I take you word for it.
But let me just add my take.
It is a man's market, the women are a captive audience in the process
From what one of my colleague explained to me, which I may not get right here, but I will try to the best of my recollection , the future groom gets a list about 10 women (complete with photographs and suscint info) deemed suitable by his parents.
Then, future groom goes through an iterative process of elimination via a correspondence , using all communication means at his disposal; including traveling back to India to meet some of the candiates still in the running
The process will end with one lucky chosen woman.
So it seems to me, the parents have already done the initial heavy lifting by assembling the list; the women selected know they are in competition with other women. Making persuasive skills of the future groom in the courtship a negligible factor in the success of the courtship.

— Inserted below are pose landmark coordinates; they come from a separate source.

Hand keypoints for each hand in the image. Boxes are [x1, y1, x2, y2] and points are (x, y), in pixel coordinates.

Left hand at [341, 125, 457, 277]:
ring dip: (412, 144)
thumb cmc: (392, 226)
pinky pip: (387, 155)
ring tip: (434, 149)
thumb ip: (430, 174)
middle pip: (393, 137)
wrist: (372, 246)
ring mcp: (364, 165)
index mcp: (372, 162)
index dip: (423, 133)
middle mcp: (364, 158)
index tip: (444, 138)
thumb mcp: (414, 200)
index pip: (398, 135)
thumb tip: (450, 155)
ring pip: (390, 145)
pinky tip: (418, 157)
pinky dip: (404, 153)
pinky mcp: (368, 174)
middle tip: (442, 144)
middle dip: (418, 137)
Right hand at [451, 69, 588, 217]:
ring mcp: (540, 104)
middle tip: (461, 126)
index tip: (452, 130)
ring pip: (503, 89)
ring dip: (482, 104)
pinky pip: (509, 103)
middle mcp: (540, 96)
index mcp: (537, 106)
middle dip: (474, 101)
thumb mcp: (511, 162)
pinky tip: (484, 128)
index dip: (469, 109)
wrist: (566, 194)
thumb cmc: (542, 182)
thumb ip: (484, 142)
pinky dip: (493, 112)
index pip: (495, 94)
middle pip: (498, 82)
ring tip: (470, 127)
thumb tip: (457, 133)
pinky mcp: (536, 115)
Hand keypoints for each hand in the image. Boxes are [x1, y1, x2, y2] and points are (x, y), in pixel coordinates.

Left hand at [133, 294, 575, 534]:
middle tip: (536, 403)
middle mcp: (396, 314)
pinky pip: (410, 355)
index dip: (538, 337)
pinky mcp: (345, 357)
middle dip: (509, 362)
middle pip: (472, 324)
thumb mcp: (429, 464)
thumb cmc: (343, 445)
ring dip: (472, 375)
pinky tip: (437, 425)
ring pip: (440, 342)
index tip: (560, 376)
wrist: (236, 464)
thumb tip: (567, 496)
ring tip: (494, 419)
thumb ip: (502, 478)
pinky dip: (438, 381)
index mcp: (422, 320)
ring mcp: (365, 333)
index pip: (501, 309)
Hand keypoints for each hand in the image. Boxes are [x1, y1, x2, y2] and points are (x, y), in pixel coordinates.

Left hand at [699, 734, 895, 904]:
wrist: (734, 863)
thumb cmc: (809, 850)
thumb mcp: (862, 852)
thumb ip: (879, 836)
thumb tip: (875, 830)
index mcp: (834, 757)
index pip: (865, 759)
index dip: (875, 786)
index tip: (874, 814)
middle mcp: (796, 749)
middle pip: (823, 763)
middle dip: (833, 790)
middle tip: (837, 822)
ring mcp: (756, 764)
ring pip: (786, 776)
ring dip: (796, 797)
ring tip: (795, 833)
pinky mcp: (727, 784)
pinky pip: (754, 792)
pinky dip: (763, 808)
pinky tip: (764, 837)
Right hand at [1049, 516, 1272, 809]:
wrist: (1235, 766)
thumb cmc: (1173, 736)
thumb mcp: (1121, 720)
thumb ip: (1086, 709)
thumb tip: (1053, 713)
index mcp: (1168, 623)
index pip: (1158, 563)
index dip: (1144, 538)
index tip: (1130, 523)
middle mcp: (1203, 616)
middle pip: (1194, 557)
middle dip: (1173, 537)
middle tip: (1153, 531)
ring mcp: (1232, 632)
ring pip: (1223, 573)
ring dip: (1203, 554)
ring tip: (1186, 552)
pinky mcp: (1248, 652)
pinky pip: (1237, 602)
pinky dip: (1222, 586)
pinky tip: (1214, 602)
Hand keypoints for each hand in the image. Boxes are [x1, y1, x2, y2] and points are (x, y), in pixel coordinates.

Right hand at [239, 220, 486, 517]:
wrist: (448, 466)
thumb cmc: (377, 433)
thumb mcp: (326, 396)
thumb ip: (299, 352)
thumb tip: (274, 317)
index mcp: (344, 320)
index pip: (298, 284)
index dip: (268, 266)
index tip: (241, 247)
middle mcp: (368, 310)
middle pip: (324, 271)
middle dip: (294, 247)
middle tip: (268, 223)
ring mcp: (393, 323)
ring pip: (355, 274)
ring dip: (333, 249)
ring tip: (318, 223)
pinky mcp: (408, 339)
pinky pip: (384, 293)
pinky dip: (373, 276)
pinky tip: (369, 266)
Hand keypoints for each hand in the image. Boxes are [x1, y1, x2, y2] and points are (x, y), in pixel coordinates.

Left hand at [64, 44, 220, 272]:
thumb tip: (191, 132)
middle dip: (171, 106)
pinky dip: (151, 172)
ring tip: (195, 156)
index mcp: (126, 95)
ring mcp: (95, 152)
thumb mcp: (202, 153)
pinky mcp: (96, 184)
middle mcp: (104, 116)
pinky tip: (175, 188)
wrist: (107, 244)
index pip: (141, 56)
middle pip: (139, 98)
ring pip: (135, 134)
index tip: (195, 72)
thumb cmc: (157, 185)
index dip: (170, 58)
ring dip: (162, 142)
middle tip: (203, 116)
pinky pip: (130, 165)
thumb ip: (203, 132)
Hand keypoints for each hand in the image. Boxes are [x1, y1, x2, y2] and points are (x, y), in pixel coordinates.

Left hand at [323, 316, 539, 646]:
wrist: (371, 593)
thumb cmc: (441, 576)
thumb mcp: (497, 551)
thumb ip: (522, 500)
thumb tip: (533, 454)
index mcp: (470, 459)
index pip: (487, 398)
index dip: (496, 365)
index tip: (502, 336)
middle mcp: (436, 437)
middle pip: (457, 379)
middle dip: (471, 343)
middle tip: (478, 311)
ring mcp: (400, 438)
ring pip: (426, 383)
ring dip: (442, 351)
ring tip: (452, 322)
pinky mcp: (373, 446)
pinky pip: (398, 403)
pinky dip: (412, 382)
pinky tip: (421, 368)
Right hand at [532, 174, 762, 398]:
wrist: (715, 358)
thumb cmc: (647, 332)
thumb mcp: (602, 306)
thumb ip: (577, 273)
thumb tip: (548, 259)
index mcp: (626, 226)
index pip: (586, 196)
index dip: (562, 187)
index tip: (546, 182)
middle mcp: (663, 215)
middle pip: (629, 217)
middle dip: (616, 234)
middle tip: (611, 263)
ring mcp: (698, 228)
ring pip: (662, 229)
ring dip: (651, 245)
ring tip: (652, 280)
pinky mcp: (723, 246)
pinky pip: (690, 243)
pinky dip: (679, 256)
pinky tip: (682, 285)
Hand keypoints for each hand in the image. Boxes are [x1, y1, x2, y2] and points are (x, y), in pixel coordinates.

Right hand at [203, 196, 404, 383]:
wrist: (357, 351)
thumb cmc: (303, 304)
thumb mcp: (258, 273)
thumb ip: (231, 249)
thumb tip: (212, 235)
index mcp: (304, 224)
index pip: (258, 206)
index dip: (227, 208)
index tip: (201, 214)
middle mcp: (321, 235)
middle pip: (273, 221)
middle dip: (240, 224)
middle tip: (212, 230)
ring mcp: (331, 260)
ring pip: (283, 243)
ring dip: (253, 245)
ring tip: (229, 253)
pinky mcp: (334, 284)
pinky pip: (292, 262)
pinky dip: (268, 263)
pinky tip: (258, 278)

I see this as the future groom clearly being in driving seat.
I suspect for these women accept to be on list, they probaly have taken a liking to the man they were presented, maybe not emotional, but still they like what they see.
It would not make sense for a woman to waste time accepting to be on the list if she does not care for the guy.
The rapists in this case were low income jobless delinquents who had nothing going for them. If you have nothing going for you, you won't get a woman. They would have probably done this before and not gotten caught in a group and this alarming confidence in this incident.
However, I do agree that education and financial situation play a major role.
But can't women and men of comparable education, income level enter the contract of marriage?
And I think this is where the lack of skill in courtship does the low income yougn men a disservice.
The parent not feeling confident that their sons will find a suitable mate, given his education and income level and the family standing, won't certainly be motivated to try to find one.
So normally, it would be up to the son to look for himself, and naturally he will look within his own social circles.
If that is too simplistic and anthropolgical, slap me.
I know we are veering off the main topic, but it has been informative.